This project aims to enable visual identification of indvidual divers in an underwater setting. A number of algorithms are available for visually detecting divers (some of which have been our own contribution); however, idenntifying specifc divers underwtaer has always been a challenging task because of diminished visual features and similar apperances of divers. For underwater collaborative missions, a robot would need to identify indivual divers for a number of reasons, for example, to follow the leader of a group of divers in the mission, to accept commands from only permitted individuals, or assist a specific diver in distress.
The main challenge facing this task is twofold:
- Since poses of divers are different from people (such as pedestrains) in terrestrial settings. methods for such detections often are invalidated. The pose of a diver is generally horizontal, where people are predominantly in a vertical posture on land.
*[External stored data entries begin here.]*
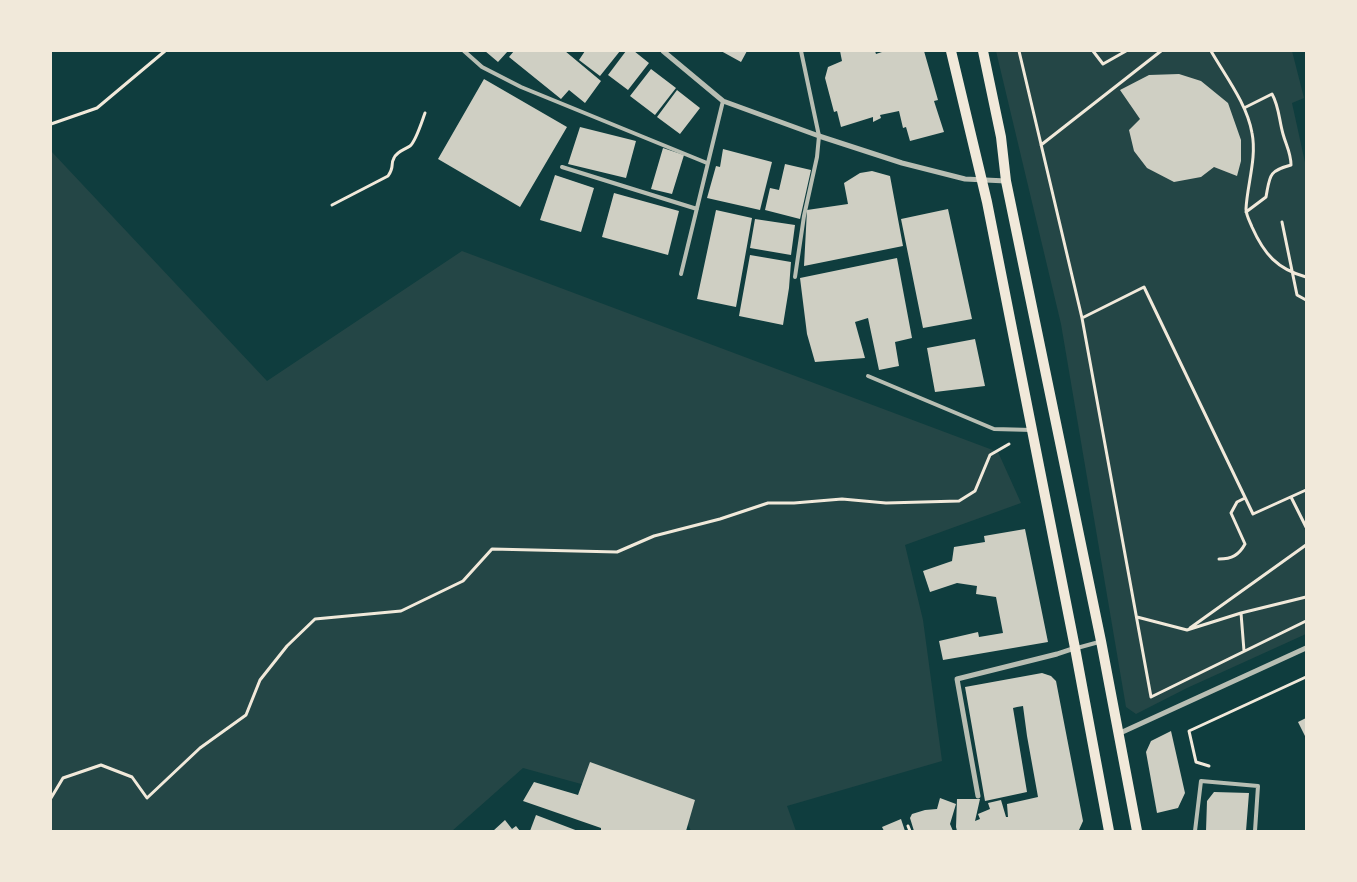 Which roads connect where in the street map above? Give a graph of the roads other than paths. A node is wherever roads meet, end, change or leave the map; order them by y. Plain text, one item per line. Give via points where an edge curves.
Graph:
1 (464, 51) edge
2 (663, 51) edge
3 (801, 51) edge
4 (951, 51) edge
5 (983, 51) edge
6 (723, 101) junction
7 (819, 136) junction
8 (707, 163) junction
9 (562, 167) dead end
10 (981, 179) junction
11 (1006, 181) junction
12 (697, 209) junction
13 (681, 274) dead end
14 (795, 277) dead end
15 (868, 376) dead end
16 (1032, 430) junction
17 (1101, 641) junction
18 (1075, 648) junction
19 (1306, 648) edge
20 (1118, 734) junction
21 (978, 796) dead end
22 (1109, 831) edge
23 (1137, 831) edge
24 (1195, 831) edge
25 (1255, 831) edge

1 - 8 lane via 482,67 520,87
2 - 6 street
3 - 7 lane
4 - 10 main road
5 - 11 main road via 1001,137
6 - 7 street
6 - 8 lane
7 - 10 street via 902,163 965,179
7 - 14 lane
8 - 12 lane
9 - 12 lane
10 - 11 street
10 - 16 main road
11 - 17 main road
12 - 13 lane
15 - 16 lane via 994,429
16 - 18 main road
17 - 18 lane
17 - 20 main road
18 - 21 street via 957,679
18 - 22 main road
19 - 20 street
20 - 23 main road
24 - 25 lane via 1201,781 1258,786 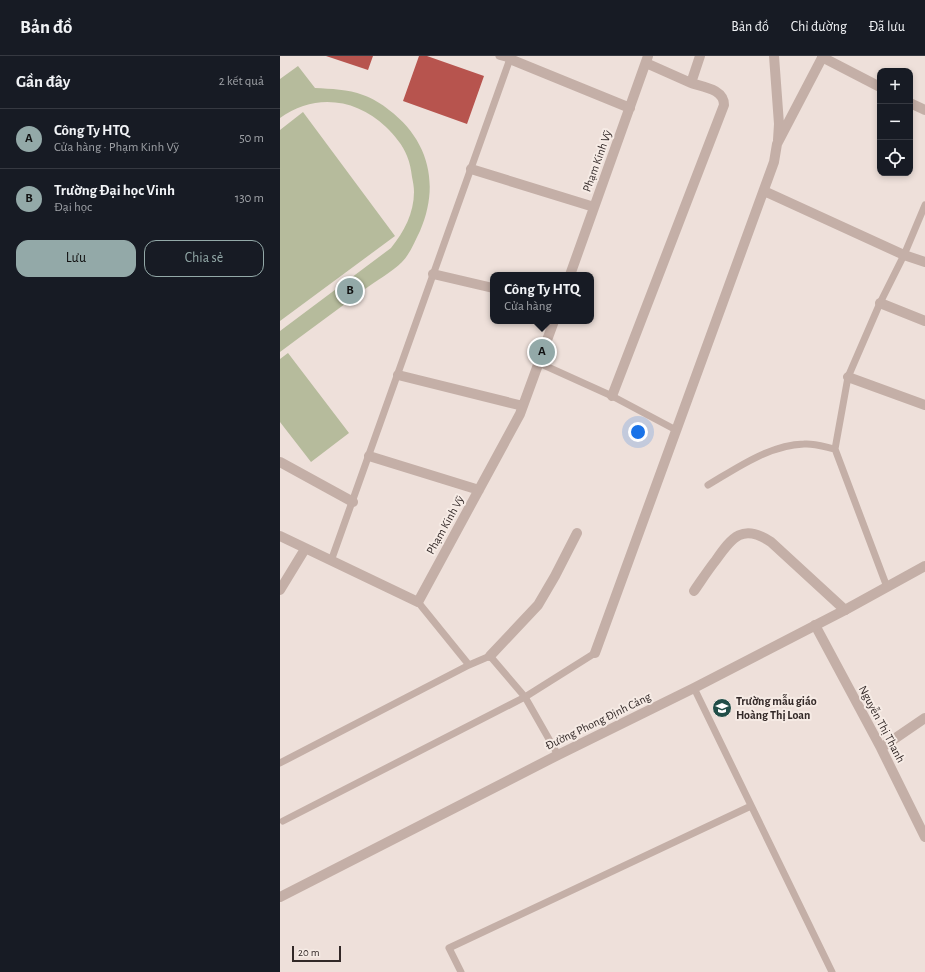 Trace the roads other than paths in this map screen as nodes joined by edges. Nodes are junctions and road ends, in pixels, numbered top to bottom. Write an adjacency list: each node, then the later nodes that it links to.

- In constrast to terrestrial settings, only few visual features are available based on the fact that robots tend to follow behind a diver whose postures are horizontal, making only part the diver's physique visible. Besides, in most situations, the quality of the vision in water (partiuclarly in the ocean and open-water environments) tend to be worse than the vision on land because of degraded optics.
- Detection of diver underwater: Use Faster R-CNN or any other deep detection model to get a bounding box for each diver in the scene.
- Feature vector construction: a feature vector is contructed for each bounding box using a collection of the following visual/image features: Convex hull, edge contours, image moments, average color distribution (LAB color space) and average amplitude of spatial frequency.
- Diver classification: using K-Means clustering to group and classify divers based on feature similarity.
Github link to our project code :https://github.com/xiaxx244/diver_detection.git
(A paper titled "Visual diver identification for underwater human-robot collaboration" is currently under review for ICRA 2019.)